Tuesday, May 10, 2011

"What is the meaning of life? That was all- a simple question; one that tended to close in on one with years, the great revelation had never come. The great revelation perhaps never did come. Instead, there were little daily miracles, illuminations, matches struck unexpectedly in the dark; here was one."

To the Lighthouse - Virginia Woolf 

252 pages

Genre:  Classics; Literature

Summary: To the Lighthouse is centered around the Ramsay family as they vacation somewhere along coastal Scotland.

Review:  Even though I was an English major in undergrad, I never encountered anything written by Virginia Woolf, and I’m honestly not quite sure how that happened.  To the Lighthouse marks my first foray into her body of work, and it definitely won’t be my last.

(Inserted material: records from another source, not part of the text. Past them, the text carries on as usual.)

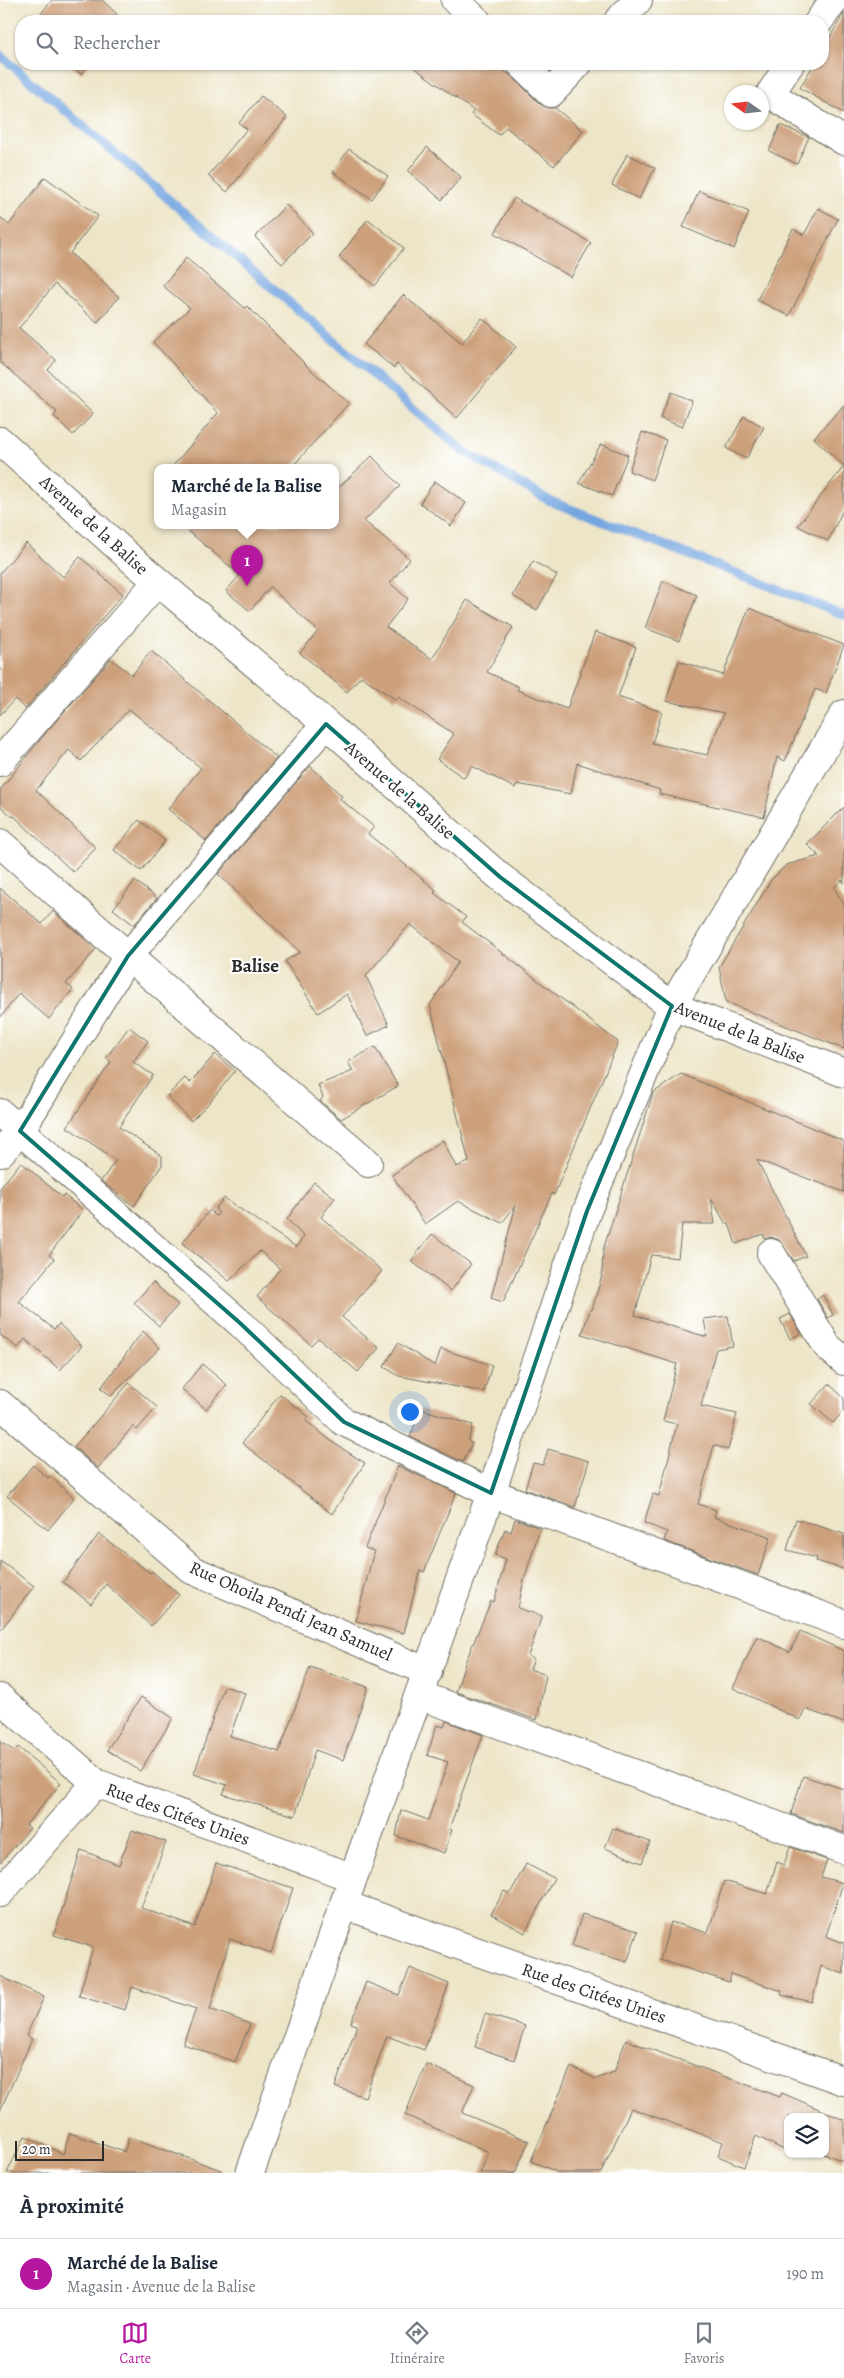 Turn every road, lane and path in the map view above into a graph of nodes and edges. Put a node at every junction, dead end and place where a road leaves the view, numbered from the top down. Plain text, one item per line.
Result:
1 (455, 0) edge
2 (638, 0) edge
3 (834, 0) edge
4 (471, 15) edge
5 (624, 15) edge
6 (823, 15) edge
7 (527, 70) edge
8 (572, 70) edge
9 (786, 70) edge
10 (844, 141) edge
11 (0, 441) edge
12 (157, 582) junction
13 (844, 714) edge
14 (326, 724) junction
15 (0, 762) edge
16 (0, 843) edge
17 (128, 956) junction
18 (672, 1006) junction
19 (844, 1072) edge
20 (0, 1113) edge
21 (20, 1131) junction
22 (0, 1153) edge
23 (368, 1163) dead end
24 (771, 1254) dead end
25 (844, 1361) edge
26 (0, 1404) edge
27 (491, 1493) junction
28 (844, 1624) edge
29 (423, 1683) junction
30 (0, 1698) edge
31 (96, 1783) junction
32 (844, 1850) edge
33 (353, 1878) junction
34 (0, 1893) edge
35 (345, 1905) junction
36 (844, 2081) edge
37 (250, 2173) edge

1 - 4 street
2 - 5 street
3 - 6 street
7 - 8 street
9 - 10 street
11 - 12 street, Avenue de la Balise
12 - 14 street, Avenue de la Balise
12 - 15 street
13 - 18 street
14 - 17 street
14 - 18 street, Avenue de la Balise
16 - 17 street
17 - 21 street
17 - 23 street
18 - 19 street, Avenue de la Balise
18 - 27 street
20 - 21 street
21 - 22 street
21 - 27 street
24 - 25 street
26 - 29 street, Rue Ohoila Pendi Jean Samuel
27 - 28 street
27 - 29 street
29 - 32 street, Rue Ohoila Pendi Jean Samuel
29 - 33 street
30 - 31 street, Rue des Citées Unies
31 - 33 street, Rue des Citées Unies
31 - 34 street
33 - 35 street
35 - 36 street, Rue des Citées Unies
35 - 37 street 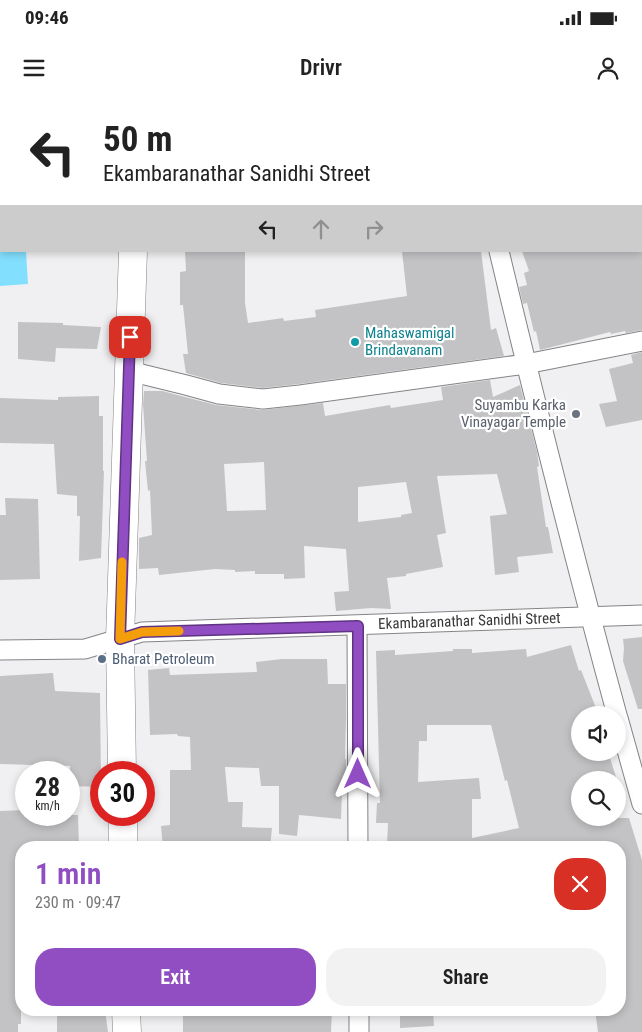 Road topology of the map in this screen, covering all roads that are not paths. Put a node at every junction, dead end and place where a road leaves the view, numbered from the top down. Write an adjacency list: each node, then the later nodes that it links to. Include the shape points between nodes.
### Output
1 (133, 252): 5 (highway)
2 (499, 252): 4 (street)
3 (642, 341): 4 (street)
4 (526, 364): 5 (street, via 262,399 219,394); 7 (street)
5 (129, 371): 9 (highway)
6 (642, 615): 7 (street, Ekambaranathar Sanidhi Street)
7 (590, 616): 8 (street, Ekambaranathar Sanidhi Street); 11 (street)
8 (358, 626): 9 (street, Ekambaranathar Sanidhi Street, via 142,632); 17 (street)
9 (120, 639): 10 (street, Ekambaranathar Sanidhi Street, via 85,649); 13 (highway)
10 (0, 650)
11 (614, 706)
12 (626, 748): 14 (street)
13 (122, 761)
14 (642, 804)
15 (123, 826): 16 (highway)
16 (123, 841)
17 (358, 841)
18 (126, 1016): 20 (highway)
19 (358, 1016): 21 (street)
20 (127, 1032)
21 (359, 1032)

This novel was incredibly complex and it took me ages to get through, which was surprising since it’s such a slim volume.  It may seem as though I didn’t like the novel because of this, but that’s definitely not the case; it’s just a difficult read.  I really enjoyed that this work didn’t focus as much on the plot, but rather focused on the psychology of the characters.  The way in which Woolf put her characters under the microscope to reveal their inner workings was incredibly interesting, and I oftentimes found myself relating to them.

For me, the thing that stands out most, however, is the way in which this book was written.  I’ve never really encountered a style like Woolf’s before, and her prose is truly something to behold.  The images and insights she was able to craft with her words were incredibly illuminating, and many of her passages were downright lyrical.

I’m sure I haven’t truly absorbed everything this novel has to offer through just one read, and I’ll definitely revisit it again in the future.

If you enjoy classics that explore the concept of psychological examination, give To the Lighthouse a try.

Rating:  3.5/5

Read-alikes:  The Awakening – Kate Chopin, The Hours - Michael Cunningham

Other Books by Virginia WoolfOrland,  Mrs. Dalloway, A Room of One’s Own, The Waves


  1. From what I've heard, Woolf played with style a lot, so don't count on the others being the same. The only one I've read wasn't really like that. It was okay, but didn't seem all that special (or maybe I was in the wrong mood, etc).

  2. PS: I think you're going to make your reading goal, haha

  3. Yeah, I think you definitely need to be in the right mood for Virginia Woolf. Her subject matter reminded me of Kate Chopin for some reason, and since she's one of my favorite authors, it helps to explain why I enjoyed this book, too.

    haha, I hope so! I keep on picking up super thick books to read (one is over 900 pages and the other is at least 700, plus my usual assortment of random books), so we'll do how I do with my 100 book goal.